Acquired strabismus fixus was described by Villaseca6 and Martinez,7 who ascribed this to contracture of the medial rectus following lateral rectus paralysis. Acquired strabismus fixus has also been reported to be associated with amyloidosis8 and high myopia.4
Restrictive ocular motility problems have been known to occur in high myopes. The currently accepted theory was given by Yokoyama, who suggested that the enlarged globe herniates superotemporally through the muscle cone.4 On magnetic resonance imaging (MRI), the superior rectus is seen to be nasally deviated and the lateral rectus muscle inferiorly deviated.4 Krzizok et al.,9 noted a change in the muscle path of the lateral rectus muscle on MRI. They noticed an inferior displacement of the lateral rectus muscle.
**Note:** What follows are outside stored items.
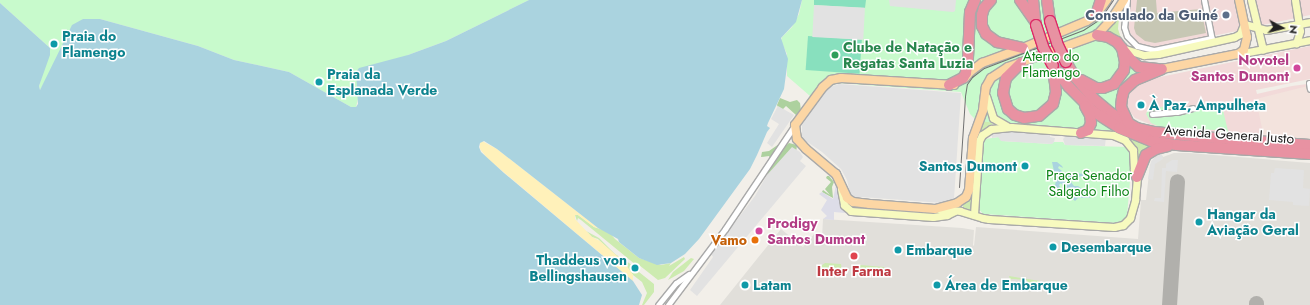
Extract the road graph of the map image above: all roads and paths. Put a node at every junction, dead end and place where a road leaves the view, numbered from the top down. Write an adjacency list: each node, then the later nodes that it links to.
1 (975, 0): 32 (highway)
2 (991, 0): 23 (highway)
3 (1020, 0): 15 (highway)
4 (1033, 0): 15 (highway)
5 (1047, 0): 30 (highway, Avenida General Justo, bridge)
6 (1101, 0): 13 (highway)
7 (1107, 0): 13 (main road)
8 (1125, 0): 19 (main road); 20 (street)
9 (1204, 0): 20 (street)
10 (1239, 0): 16 (main road)
11 (1251, 0): 18 (street)
12 (1294, 0): 17 (street)
13 (1096, 15): 23 (main road)
14 (1310, 22): 17 (street)
15 (1036, 24): 28 (highway, bridge)
16 (1244, 24): 18 (street); 20 (street); 26 (main road)
17 (1300, 24): 18 (street); 22 (street)
18 (1257, 29): 25 (street)
19 (1097, 35): 24 (highway); 27 (main road)
20 (1212, 40): 24 (street)
21 (1310, 40): 22 (street)
22 (1296, 43): 25 (street)
23 (1023, 48): 32 (main road)
24 (1122, 48): 29 (highway); 30 (highway)
25 (1262, 50): 26 (street)
26 (1238, 54): 29 (main road)
27 (1021, 63): 28 (highway); 34 (main road)
28 (1053, 66): 35 (highway, Avenida General Justo)
29 (1162, 69): 38 (highway)
30 (1074, 76): 38 (highway, Avenida General Justo)
31 (1310, 83): 33 (street)
32 (949, 85): 39 (main road)
33 (1310, 89)
34 (985, 91): 40 (street); 50 (main road)
35 (1081, 99): 41 (highway); 44 (highway, Avenida General Justo)
36 (1193, 108): 37 (street)
37 (1152, 114)
38 (1129, 124): 45 (highway, Avenida General Justo)
39 (795, 125): 42 (street); 43 (main road)
40 (1011, 127): 41 (street); 49 (street)
41 (1081, 133): 47 (street)
42 (785, 139): 43 (street); 54 (street)
43 (797, 139): 48 (main road)
44 (1177, 145): 46 (highway, Avenida General Justo); 47 (highway)
45 (1310, 145)
46 (1310, 154)
47 (1137, 177): 53 (street)
48 (840, 181): 50 (main road); 51 (street)
49 (974, 204): 52 (street); 53 (street)
50 (935, 209): 51 (street)
51 (956, 211): 52 (street)
52 (974, 215): 53 (street)
53 (983, 218)
54 (694, 269): 55 (street); 56 (street)
55 (658, 305)
56 (668, 305)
Several surgical procedures have been attempted to treat convergent strabismus fixus in high myopes. Hayashi et al., found medial rectus recession-lateral rectus resection to be effective only in small deviations and performed transposition of the superior rectus and inferior rectus along with medial rectus recession in cases with severe limitation of abduction.2 Krzizok et al., fixed the lateral rectus muscle with a posterior fixation suture in the physiological meridian to the sclera.9 In order to compensate for the inferolateral displacement of the lateral rectus muscle, Yokoyama et al., performed a loop myopexy of the lateral and superior rectus muscles. Marked improvement in eye movement was noted. This is probably the best procedure as it addresses the problem of deviant muscle paths.4 Wong et al. performed loop myopexy of the lateral and superior rectus muscle with a silicon 240 band and tightening with a sleeve with a satisfactory result.1 Good outcome was noted with a partial Jensen′s procedure to appose the adjacent halves of the lateral and superior rectus muscles by Larsen et al.3 Periosteal fixation of the sclera has been performed for third nerve palsy with satisfactory results.5 In addition periosteal flaps have been used as globe tethers in severe paretic strabismus.10
Our patient had longstanding strabismus fixus with severe esotropia. The eyes were not aligned, even after medial rectus disinsertion and considerable resistance was felt on forced duction testing. Considering the resistance and the chance of recurrence, we went ahead with scleral fixation of the eyeball to the periosteum near the lateral orbital rim. Marked fibrosis possibly occurs in longstanding cases and procedures like transpositions or recession-resection may not be useful. This might also be the cause for the persistent restriction to abduction after medial rectus disinsertion. The right eye which was more severely afflicted initially was noted to have a residual esotropia and hypotropia. However, the left eye could be restored to the primary position. It is interesting that the less myopic right eye was the severely esotropic eye; the exact cause for this is unclear, but it could be related to more severe fibrosis associated with this eye. Imaging would have been useful to delineate the paths of the muscles. Loop myopexy addresses the basic problem, however, as the medial rectus was very tight on forced duction testing, our choice of surgical procedure was disinsertion and periosteal fixation. To conclude, scleral fixation can be considered as a surgical option in patients with gross restriction on forced duction testing in severe myopic strabismus fixus.